Check each line of the data below for the word "Lancer", then extract the ones that have it.

Dataset items
►
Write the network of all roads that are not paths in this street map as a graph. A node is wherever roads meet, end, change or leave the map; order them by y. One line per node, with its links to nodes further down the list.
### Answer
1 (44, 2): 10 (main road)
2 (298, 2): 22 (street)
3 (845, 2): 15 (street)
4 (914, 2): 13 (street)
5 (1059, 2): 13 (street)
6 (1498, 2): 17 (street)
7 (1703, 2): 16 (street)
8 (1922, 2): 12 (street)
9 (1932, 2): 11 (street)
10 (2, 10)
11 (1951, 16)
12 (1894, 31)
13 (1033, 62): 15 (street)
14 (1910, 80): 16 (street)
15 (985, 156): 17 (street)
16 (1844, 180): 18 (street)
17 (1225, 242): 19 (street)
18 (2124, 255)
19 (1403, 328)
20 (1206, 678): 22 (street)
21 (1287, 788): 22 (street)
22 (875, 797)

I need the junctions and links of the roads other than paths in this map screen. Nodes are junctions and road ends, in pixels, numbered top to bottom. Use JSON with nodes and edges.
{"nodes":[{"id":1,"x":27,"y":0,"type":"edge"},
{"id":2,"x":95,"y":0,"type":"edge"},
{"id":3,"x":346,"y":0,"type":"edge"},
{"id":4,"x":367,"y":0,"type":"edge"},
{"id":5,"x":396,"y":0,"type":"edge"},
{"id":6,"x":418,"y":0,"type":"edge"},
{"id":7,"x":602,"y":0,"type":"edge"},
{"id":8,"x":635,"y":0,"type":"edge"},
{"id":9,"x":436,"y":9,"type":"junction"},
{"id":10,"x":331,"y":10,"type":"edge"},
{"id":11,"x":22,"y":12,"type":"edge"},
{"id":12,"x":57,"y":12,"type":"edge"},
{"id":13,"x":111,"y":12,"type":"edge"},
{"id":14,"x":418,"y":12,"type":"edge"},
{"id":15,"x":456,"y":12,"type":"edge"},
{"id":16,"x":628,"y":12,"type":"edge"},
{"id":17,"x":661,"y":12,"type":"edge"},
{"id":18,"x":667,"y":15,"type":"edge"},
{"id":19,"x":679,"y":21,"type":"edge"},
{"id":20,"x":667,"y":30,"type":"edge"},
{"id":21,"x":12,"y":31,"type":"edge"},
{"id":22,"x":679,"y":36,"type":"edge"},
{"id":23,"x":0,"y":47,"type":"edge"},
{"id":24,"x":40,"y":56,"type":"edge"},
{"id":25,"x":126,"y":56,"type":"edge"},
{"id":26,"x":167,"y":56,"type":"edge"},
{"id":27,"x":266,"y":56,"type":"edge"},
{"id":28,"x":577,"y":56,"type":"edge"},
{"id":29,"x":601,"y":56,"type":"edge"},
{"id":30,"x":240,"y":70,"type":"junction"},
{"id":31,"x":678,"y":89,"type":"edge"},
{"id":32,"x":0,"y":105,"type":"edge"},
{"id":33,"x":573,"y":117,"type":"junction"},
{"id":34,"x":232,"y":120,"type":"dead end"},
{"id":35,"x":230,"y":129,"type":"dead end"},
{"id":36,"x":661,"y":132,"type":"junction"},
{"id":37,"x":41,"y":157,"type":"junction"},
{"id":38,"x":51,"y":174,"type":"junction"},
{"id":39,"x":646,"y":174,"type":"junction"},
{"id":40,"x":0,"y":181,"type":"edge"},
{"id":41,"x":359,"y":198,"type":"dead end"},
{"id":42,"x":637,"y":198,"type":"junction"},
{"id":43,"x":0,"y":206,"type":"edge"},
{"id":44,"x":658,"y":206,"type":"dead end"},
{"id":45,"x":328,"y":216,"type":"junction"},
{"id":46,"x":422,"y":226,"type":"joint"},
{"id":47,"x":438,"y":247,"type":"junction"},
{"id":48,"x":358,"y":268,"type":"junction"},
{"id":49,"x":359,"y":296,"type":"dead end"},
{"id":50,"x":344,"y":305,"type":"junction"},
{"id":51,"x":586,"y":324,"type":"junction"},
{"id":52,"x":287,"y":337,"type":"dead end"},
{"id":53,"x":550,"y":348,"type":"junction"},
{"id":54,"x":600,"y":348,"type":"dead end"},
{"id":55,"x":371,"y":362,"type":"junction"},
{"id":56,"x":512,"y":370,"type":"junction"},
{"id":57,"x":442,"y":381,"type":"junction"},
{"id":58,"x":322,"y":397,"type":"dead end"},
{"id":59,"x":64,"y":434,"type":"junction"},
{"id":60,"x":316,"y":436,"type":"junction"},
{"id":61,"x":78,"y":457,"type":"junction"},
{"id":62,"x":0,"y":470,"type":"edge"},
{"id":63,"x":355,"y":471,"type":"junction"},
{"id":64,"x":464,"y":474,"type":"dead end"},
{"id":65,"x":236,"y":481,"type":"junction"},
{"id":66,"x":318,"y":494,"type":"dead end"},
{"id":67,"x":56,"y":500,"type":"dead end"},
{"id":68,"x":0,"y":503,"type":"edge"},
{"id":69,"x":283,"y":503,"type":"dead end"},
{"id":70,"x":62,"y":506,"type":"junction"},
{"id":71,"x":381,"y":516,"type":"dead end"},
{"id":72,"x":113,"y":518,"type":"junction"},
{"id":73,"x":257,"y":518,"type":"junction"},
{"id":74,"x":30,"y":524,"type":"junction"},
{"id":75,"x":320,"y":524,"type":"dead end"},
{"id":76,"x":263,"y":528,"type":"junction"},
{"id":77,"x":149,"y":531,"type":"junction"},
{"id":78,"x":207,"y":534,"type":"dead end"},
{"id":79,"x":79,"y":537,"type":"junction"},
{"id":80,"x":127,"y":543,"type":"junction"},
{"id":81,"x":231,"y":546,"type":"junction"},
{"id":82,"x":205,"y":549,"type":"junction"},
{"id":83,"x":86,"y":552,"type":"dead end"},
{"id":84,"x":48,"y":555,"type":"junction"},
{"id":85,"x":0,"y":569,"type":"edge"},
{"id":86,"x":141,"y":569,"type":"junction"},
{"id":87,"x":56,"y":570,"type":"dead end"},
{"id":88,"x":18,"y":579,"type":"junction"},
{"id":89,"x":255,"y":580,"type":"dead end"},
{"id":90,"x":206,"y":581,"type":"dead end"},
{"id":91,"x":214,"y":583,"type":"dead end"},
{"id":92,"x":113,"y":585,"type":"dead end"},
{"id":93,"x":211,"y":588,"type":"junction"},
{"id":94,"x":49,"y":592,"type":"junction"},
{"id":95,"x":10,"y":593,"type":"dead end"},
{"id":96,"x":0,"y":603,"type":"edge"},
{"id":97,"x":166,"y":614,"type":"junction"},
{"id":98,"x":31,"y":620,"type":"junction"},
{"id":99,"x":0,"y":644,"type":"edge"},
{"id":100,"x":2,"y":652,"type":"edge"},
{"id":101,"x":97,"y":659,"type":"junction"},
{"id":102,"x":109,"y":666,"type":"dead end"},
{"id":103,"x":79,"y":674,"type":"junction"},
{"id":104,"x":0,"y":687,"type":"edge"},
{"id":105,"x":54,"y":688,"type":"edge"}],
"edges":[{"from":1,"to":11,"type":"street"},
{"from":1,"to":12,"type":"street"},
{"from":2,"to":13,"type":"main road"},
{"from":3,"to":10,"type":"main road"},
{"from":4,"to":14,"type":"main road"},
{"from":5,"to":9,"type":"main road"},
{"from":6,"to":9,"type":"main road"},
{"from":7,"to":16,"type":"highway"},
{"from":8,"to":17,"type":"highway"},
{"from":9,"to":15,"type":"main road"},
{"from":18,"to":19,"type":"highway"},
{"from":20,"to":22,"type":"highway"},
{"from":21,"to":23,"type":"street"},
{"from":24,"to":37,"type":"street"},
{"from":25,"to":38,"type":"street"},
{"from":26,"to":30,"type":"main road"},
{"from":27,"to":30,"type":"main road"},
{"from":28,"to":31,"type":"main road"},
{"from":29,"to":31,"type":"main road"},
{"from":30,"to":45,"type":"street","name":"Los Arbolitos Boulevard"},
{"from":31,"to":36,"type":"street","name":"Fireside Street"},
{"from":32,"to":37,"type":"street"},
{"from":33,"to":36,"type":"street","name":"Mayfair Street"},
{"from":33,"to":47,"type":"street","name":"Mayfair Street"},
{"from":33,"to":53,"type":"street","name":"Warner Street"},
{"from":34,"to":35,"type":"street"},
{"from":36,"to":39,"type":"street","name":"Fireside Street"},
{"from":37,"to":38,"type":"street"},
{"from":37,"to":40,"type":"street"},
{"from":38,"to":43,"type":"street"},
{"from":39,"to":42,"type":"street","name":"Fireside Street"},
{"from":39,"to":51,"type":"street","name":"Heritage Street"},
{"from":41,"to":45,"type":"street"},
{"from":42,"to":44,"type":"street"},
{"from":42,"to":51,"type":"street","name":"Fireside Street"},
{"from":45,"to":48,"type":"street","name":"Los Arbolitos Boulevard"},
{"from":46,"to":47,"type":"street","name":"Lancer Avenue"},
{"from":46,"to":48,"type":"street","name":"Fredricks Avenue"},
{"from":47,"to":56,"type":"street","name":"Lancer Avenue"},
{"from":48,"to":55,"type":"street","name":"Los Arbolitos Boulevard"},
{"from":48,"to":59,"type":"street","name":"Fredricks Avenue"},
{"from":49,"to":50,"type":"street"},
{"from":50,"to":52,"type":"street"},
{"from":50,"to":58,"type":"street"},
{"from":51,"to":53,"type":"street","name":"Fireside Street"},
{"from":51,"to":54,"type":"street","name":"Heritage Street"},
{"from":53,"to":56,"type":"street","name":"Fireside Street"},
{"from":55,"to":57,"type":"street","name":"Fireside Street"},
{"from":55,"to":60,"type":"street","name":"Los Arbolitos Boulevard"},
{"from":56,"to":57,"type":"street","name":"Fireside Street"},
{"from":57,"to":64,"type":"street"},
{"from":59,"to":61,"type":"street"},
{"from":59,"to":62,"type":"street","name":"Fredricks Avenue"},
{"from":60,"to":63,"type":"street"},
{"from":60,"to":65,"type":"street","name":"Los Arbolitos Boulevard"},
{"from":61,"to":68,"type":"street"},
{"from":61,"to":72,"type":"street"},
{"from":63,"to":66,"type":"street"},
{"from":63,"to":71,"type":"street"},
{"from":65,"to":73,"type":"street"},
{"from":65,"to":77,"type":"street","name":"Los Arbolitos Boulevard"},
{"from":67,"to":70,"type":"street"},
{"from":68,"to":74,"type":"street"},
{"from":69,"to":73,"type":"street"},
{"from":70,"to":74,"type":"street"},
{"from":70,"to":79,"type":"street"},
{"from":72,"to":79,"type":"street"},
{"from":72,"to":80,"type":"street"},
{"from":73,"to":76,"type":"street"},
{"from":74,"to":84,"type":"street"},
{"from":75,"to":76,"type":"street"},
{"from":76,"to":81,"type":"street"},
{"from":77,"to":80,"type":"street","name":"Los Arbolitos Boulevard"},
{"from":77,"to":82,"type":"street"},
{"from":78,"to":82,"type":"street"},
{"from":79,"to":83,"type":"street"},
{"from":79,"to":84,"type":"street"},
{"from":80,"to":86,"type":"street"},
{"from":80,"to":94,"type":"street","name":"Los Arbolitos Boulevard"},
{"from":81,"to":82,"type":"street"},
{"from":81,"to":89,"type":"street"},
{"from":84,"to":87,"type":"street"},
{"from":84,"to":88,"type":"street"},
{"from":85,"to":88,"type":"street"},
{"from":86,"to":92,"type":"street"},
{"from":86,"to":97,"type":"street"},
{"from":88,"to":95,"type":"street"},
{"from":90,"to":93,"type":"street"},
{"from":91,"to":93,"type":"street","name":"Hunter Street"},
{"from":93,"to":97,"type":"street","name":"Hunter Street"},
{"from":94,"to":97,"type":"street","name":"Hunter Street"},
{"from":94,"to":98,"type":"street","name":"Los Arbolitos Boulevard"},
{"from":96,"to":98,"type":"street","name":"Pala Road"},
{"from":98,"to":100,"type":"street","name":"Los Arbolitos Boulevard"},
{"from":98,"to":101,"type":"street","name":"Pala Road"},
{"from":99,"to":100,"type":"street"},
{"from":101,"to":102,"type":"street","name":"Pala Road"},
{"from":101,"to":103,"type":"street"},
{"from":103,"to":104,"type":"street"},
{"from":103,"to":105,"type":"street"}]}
◄
**RESULT OF THE EXERCISE**
{"from":46,"to":47,"type":"street","name":"Lancer Avenue"},
{"from":47,"to":56,"type":"street","name":"Lancer Avenue"},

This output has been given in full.